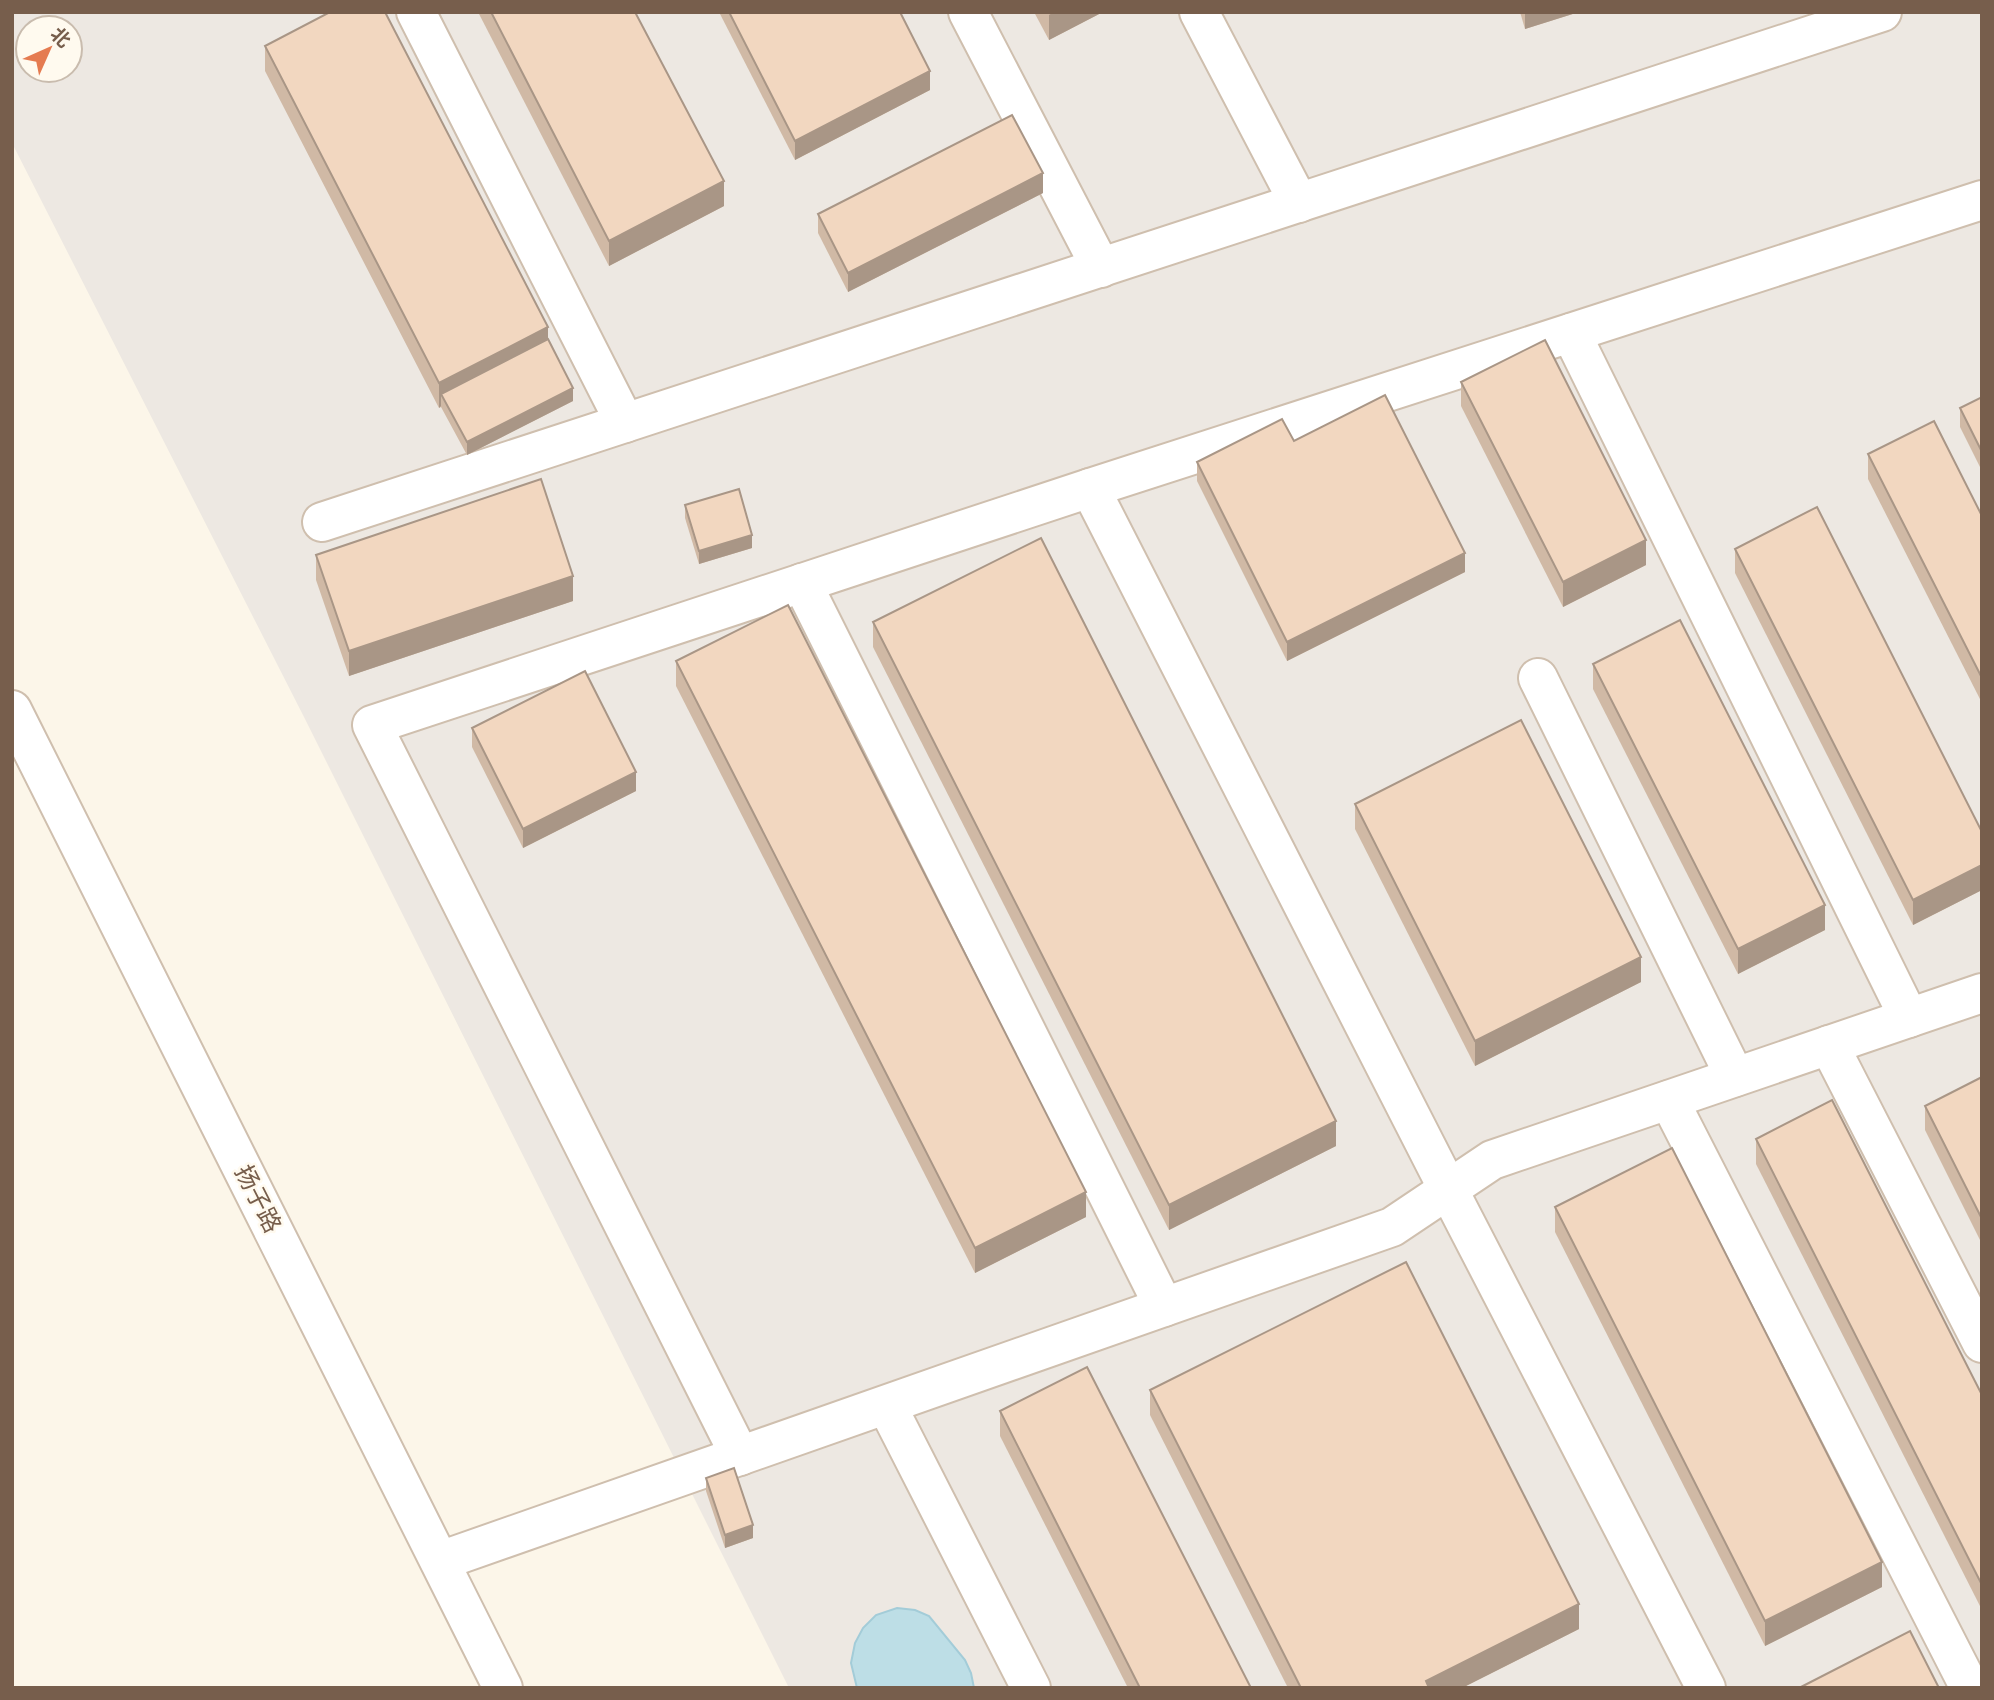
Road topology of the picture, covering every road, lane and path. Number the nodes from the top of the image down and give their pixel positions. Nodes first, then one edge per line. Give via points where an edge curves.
1 (416, 12) edge
2 (968, 12) edge
3 (1199, 12) edge
4 (1882, 12) edge
5 (1982, 200) edge
6 (1299, 203) junction
7 (1101, 268) junction
8 (1571, 333) junction
9 (625, 423) junction
10 (1090, 488) junction
11 (322, 522) dead end
12 (802, 583) junction
13 (1538, 678) dead end
14 (12, 710) edge
15 (1982, 993) edge
16 (1909, 1018) junction
17 (1829, 1045) junction
18 (1735, 1077) junction
19 (1669, 1100) junction
20 (1448, 1189) junction
21 (1164, 1307) junction
22 (1982, 1343) edge
23 (887, 1405) junction
24 (740, 1456) junction
25 (440, 1561) junction
26 (503, 1688) edge
27 (1031, 1688) edge
28 (1706, 1688) edge
29 (1970, 1688) edge

1 - 9 street
2 - 7 street
3 - 6 street
4 - 6 street
5 - 8 street
6 - 7 street
7 - 9 street
8 - 10 street
8 - 16 street
9 - 11 street
10 - 12 street
10 - 20 street
12 - 21 street
12 - 24 street via 372,724
13 - 18 street
14 - 25 street, 扬子路
15 - 16 street
16 - 17 street
17 - 18 street
17 - 22 street
18 - 19 street
19 - 20 street via 1492,1160
19 - 29 street
20 - 21 street via 1392,1227
20 - 28 street
21 - 23 street
23 - 24 street
23 - 27 street
24 - 25 street
25 - 26 street, 扬子路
# # # #
__WORK REQUEST__
Reproduce the whole listing above word for word, but not its pictures.

__FINAL ANSWER__
Road topology of the picture, covering every road, lane and path. Number the nodes from the top of the image down and give their pixel positions. Nodes first, then one edge per line. Give via points where an edge curves.
1 (416, 12) edge
2 (968, 12) edge
3 (1199, 12) edge
4 (1882, 12) edge
5 (1982, 200) edge
6 (1299, 203) junction
7 (1101, 268) junction
8 (1571, 333) junction
9 (625, 423) junction
10 (1090, 488) junction
11 (322, 522) dead end
12 (802, 583) junction
13 (1538, 678) dead end
14 (12, 710) edge
15 (1982, 993) edge
16 (1909, 1018) junction
17 (1829, 1045) junction
18 (1735, 1077) junction
19 (1669, 1100) junction
20 (1448, 1189) junction
21 (1164, 1307) junction
22 (1982, 1343) edge
23 (887, 1405) junction
24 (740, 1456) junction
25 (440, 1561) junction
26 (503, 1688) edge
27 (1031, 1688) edge
28 (1706, 1688) edge
29 (1970, 1688) edge

1 - 9 street
2 - 7 street
3 - 6 street
4 - 6 street
5 - 8 street
6 - 7 street
7 - 9 street
8 - 10 street
8 - 16 street
9 - 11 street
10 - 12 street
10 - 20 street
12 - 21 street
12 - 24 street via 372,724
13 - 18 street
14 - 25 street, 扬子路
15 - 16 street
16 - 17 street
17 - 18 street
17 - 22 street
18 - 19 street
19 - 20 street via 1492,1160
19 - 29 street
20 - 21 street via 1392,1227
20 - 28 street
21 - 23 street
23 - 24 street
23 - 27 street
24 - 25 street
25 - 26 street, 扬子路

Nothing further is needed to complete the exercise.